TASK TO CARRY OUT:
Give all of the listing again word for word, with images excluded.

LISTED ENTRIES:
□ □ □ □ □ □ □

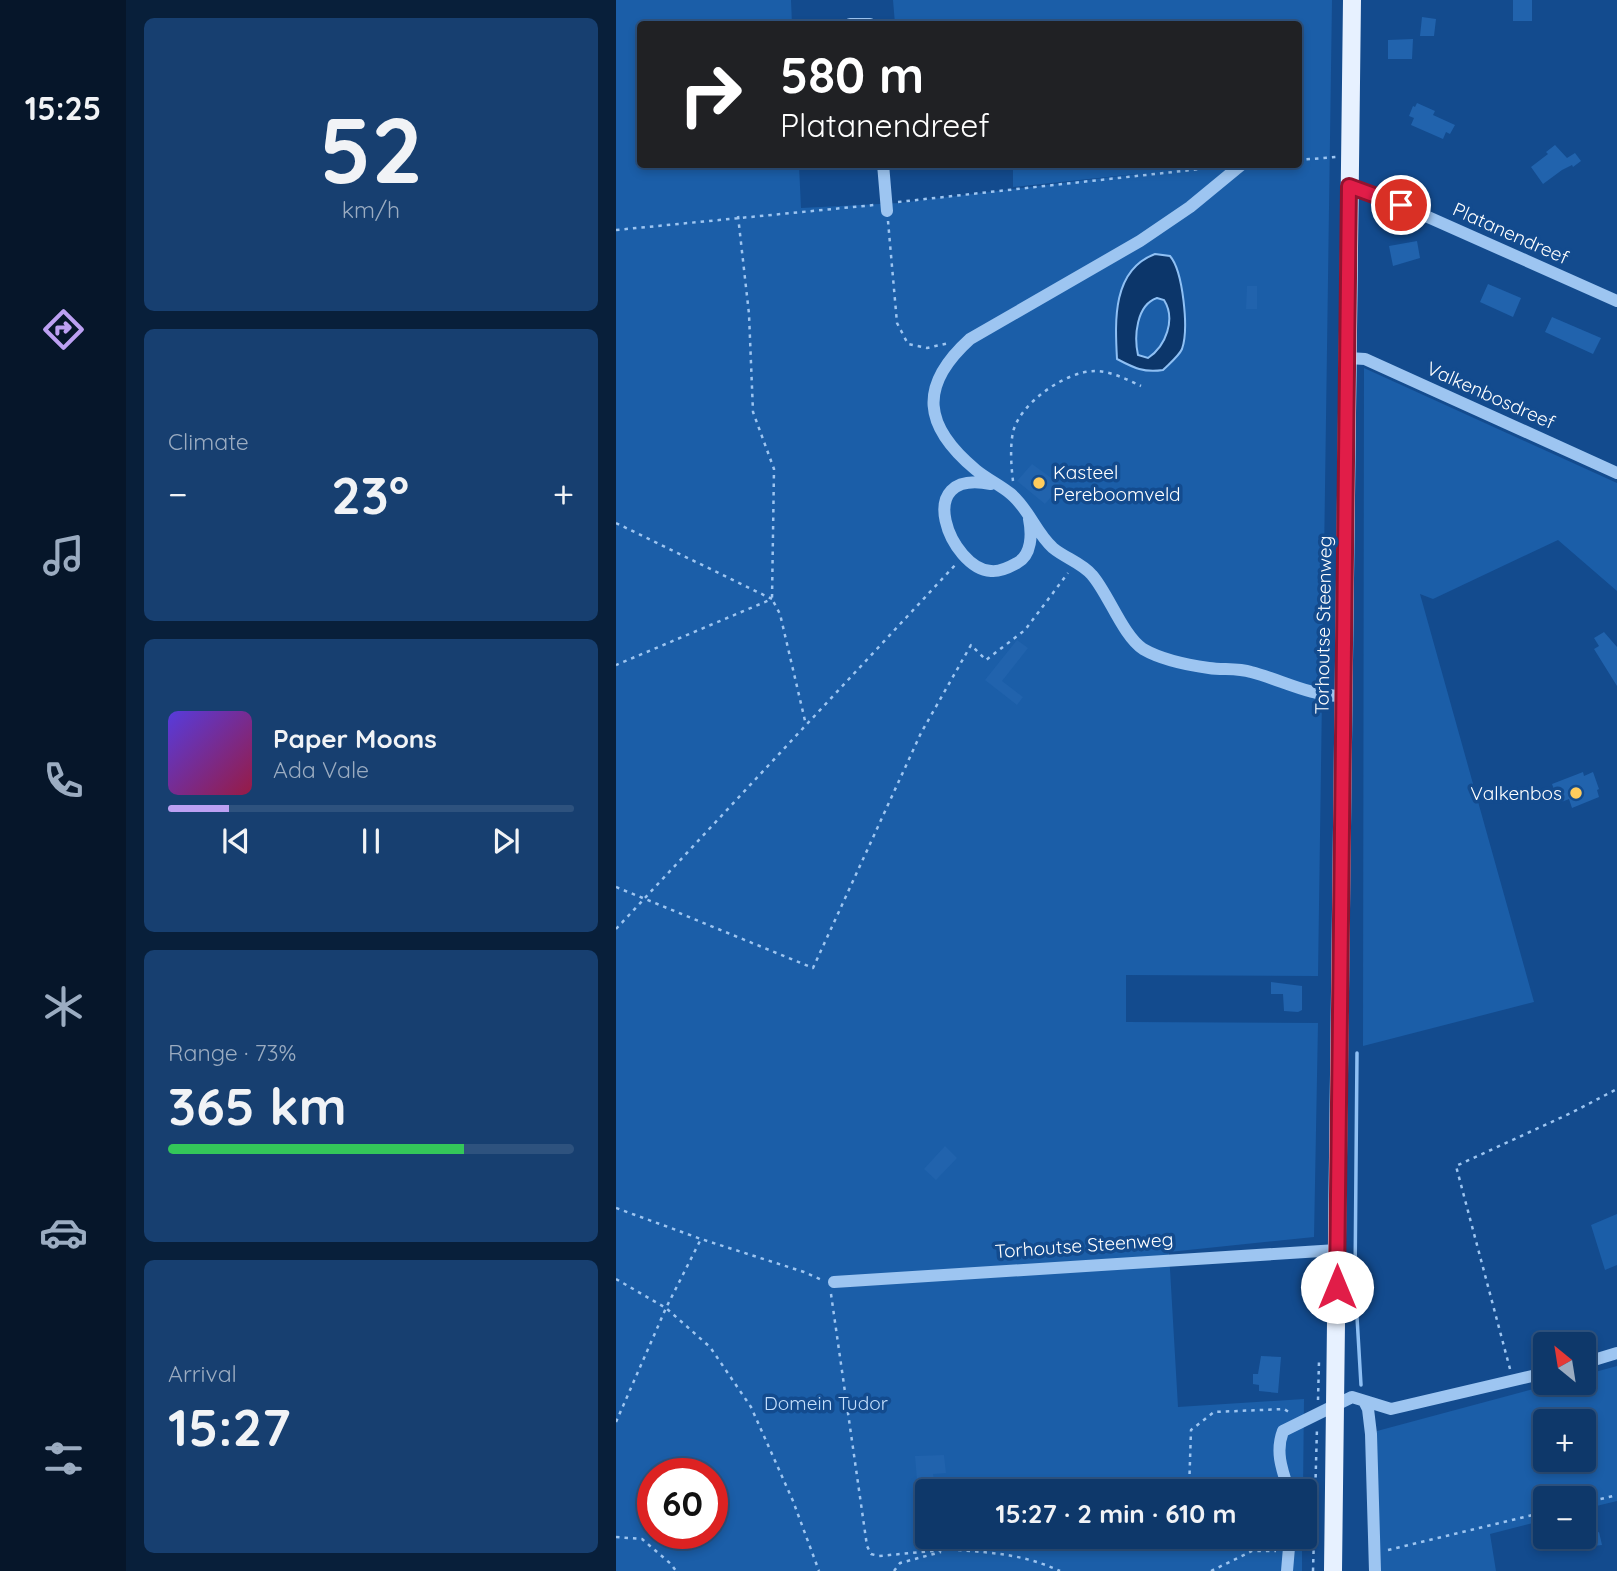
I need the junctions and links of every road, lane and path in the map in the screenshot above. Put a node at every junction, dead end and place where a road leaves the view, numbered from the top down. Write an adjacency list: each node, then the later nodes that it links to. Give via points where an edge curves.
1 (1352, 0): 2 (main road, Torhoutse Steenweg)
2 (1350, 156): 3 (path); 7 (main road, Torhoutse Steenweg)
3 (1302, 160)
4 (883, 168): 8 (street)
5 (1216, 168): 8 (path)
6 (1237, 168): 12 (street, via 1140,241)
7 (1349, 186): 11 (street, Platanendreef); 13 (main road, Torhoutse Steenweg)
8 (887, 207): 9 (path); 12 (path, via 897,323 908,344 927,348)
9 (738, 216): 10 (path); 22 (path, via 753,412 774,469)
10 (616, 230)
11 (1617, 301)
12 (970, 339): 16 (street, via 953,354 932,401 936,422 948,442)
13 (1348, 358): 15 (street, Valkenbosdreef, via 1365,359); 24 (main road, Torhoutse Steenweg)
14 (1141, 386): 17 (path, via 1095,371 1069,377 1042,393 1013,431)
15 (1617, 473)
16 (996, 485): 18 (street, via 1013,495); 20 (street, via 969,482 957,486 944,503 947,530)
17 (1014, 486)
18 (1027, 512): 20 (street, via 1031,531 1021,561 991,571); 21 (street, via 1053,548)
19 (616, 523): 22 (path)
20 (964, 556): 25 (path)
21 (1076, 563): 24 (street, via 1095,579 1141,648 1177,663 1249,671 1289,686); 27 (path, via 1025,630 986,660 971,645 921,733 813,968)
22 (772, 599): 23 (path); 25 (path, via 780,614)
23 (616, 665)
24 (1342, 696): 32 (main road, Torhoutse Steenweg)
25 (806, 725): 27 (path)
26 (616, 887): 27 (path)
27 (646, 898): 28 (path)
28 (616, 929)
29 (1617, 1088): 39 (path, via 1456,1166)
30 (616, 1208): 31 (path)
31 (701, 1239): 34 (path, via 804,1272); 35 (path)
32 (1337, 1250): 34 (street, Torhoutse Steenweg); 41 (main road, Torhoutse Steenweg)
33 (616, 1279): 35 (path)
34 (830, 1285): 52 (path, via 867,1546 871,1554 879,1556)
35 (666, 1308): 44 (path); 56 (path, via 710,1347 751,1407)
36 (1617, 1353): 37 (street)
37 (1596, 1359)
38 (1533, 1376): 39 (street)
39 (1514, 1381): 40 (street, via 1391,1409)
40 (1364, 1401): 41 (street, via 1352,1396); 54 (street, via 1371,1434)
41 (1335, 1405): 42 (street); 62 (main road, Torhoutse Steenweg)
42 (1317, 1414): 43 (street); 61 (path)
43 (1301, 1420): 45 (path, via 1284,1409 1214,1412 1191,1430); 46 (street, via 1283,1430 1278,1443)
44 (616, 1422)
45 (1189, 1479)
46 (1285, 1479)
47 (1617, 1495): 48 (path)
48 (1596, 1500)
49 (1533, 1515): 54 (path)
50 (616, 1537): 55 (path, via 642,1539)
51 (959, 1549): 52 (path)
52 (949, 1550): 57 (path, via 900,1563); 58 (path, via 1032,1559)
53 (1289, 1551): 59 (path, via 1252,1551); 60 (street)
54 (1374, 1553): 63 (street)
55 (676, 1571)
56 (819, 1571)
57 (894, 1571)
58 (1060, 1571)
59 (1211, 1571)
60 (1287, 1571)
61 (1313, 1571)
62 (1333, 1571)
63 (1375, 1571)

□ □ □ □ □ □ □

YOUR RESPONSE:
I need the junctions and links of every road, lane and path in the map in the screenshot above. Put a node at every junction, dead end and place where a road leaves the view, numbered from the top down. Write an adjacency list: each node, then the later nodes that it links to. Give via points where an edge curves.
1 (1352, 0): 2 (main road, Torhoutse Steenweg)
2 (1350, 156): 3 (path); 7 (main road, Torhoutse Steenweg)
3 (1302, 160)
4 (883, 168): 8 (street)
5 (1216, 168): 8 (path)
6 (1237, 168): 12 (street, via 1140,241)
7 (1349, 186): 11 (street, Platanendreef); 13 (main road, Torhoutse Steenweg)
8 (887, 207): 9 (path); 12 (path, via 897,323 908,344 927,348)
9 (738, 216): 10 (path); 22 (path, via 753,412 774,469)
10 (616, 230)
11 (1617, 301)
12 (970, 339): 16 (street, via 953,354 932,401 936,422 948,442)
13 (1348, 358): 15 (street, Valkenbosdreef, via 1365,359); 24 (main road, Torhoutse Steenweg)
14 (1141, 386): 17 (path, via 1095,371 1069,377 1042,393 1013,431)
15 (1617, 473)
16 (996, 485): 18 (street, via 1013,495); 20 (street, via 969,482 957,486 944,503 947,530)
17 (1014, 486)
18 (1027, 512): 20 (street, via 1031,531 1021,561 991,571); 21 (street, via 1053,548)
19 (616, 523): 22 (path)
20 (964, 556): 25 (path)
21 (1076, 563): 24 (street, via 1095,579 1141,648 1177,663 1249,671 1289,686); 27 (path, via 1025,630 986,660 971,645 921,733 813,968)
22 (772, 599): 23 (path); 25 (path, via 780,614)
23 (616, 665)
24 (1342, 696): 32 (main road, Torhoutse Steenweg)
25 (806, 725): 27 (path)
26 (616, 887): 27 (path)
27 (646, 898): 28 (path)
28 (616, 929)
29 (1617, 1088): 39 (path, via 1456,1166)
30 (616, 1208): 31 (path)
31 (701, 1239): 34 (path, via 804,1272); 35 (path)
32 (1337, 1250): 34 (street, Torhoutse Steenweg); 41 (main road, Torhoutse Steenweg)
33 (616, 1279): 35 (path)
34 (830, 1285): 52 (path, via 867,1546 871,1554 879,1556)
35 (666, 1308): 44 (path); 56 (path, via 710,1347 751,1407)
36 (1617, 1353): 37 (street)
37 (1596, 1359)
38 (1533, 1376): 39 (street)
39 (1514, 1381): 40 (street, via 1391,1409)
40 (1364, 1401): 41 (street, via 1352,1396); 54 (street, via 1371,1434)
41 (1335, 1405): 42 (street); 62 (main road, Torhoutse Steenweg)
42 (1317, 1414): 43 (street); 61 (path)
43 (1301, 1420): 45 (path, via 1284,1409 1214,1412 1191,1430); 46 (street, via 1283,1430 1278,1443)
44 (616, 1422)
45 (1189, 1479)
46 (1285, 1479)
47 (1617, 1495): 48 (path)
48 (1596, 1500)
49 (1533, 1515): 54 (path)
50 (616, 1537): 55 (path, via 642,1539)
51 (959, 1549): 52 (path)
52 (949, 1550): 57 (path, via 900,1563); 58 (path, via 1032,1559)
53 (1289, 1551): 59 (path, via 1252,1551); 60 (street)
54 (1374, 1553): 63 (street)
55 (676, 1571)
56 (819, 1571)
57 (894, 1571)
58 (1060, 1571)
59 (1211, 1571)
60 (1287, 1571)
61 (1313, 1571)
62 (1333, 1571)
63 (1375, 1571)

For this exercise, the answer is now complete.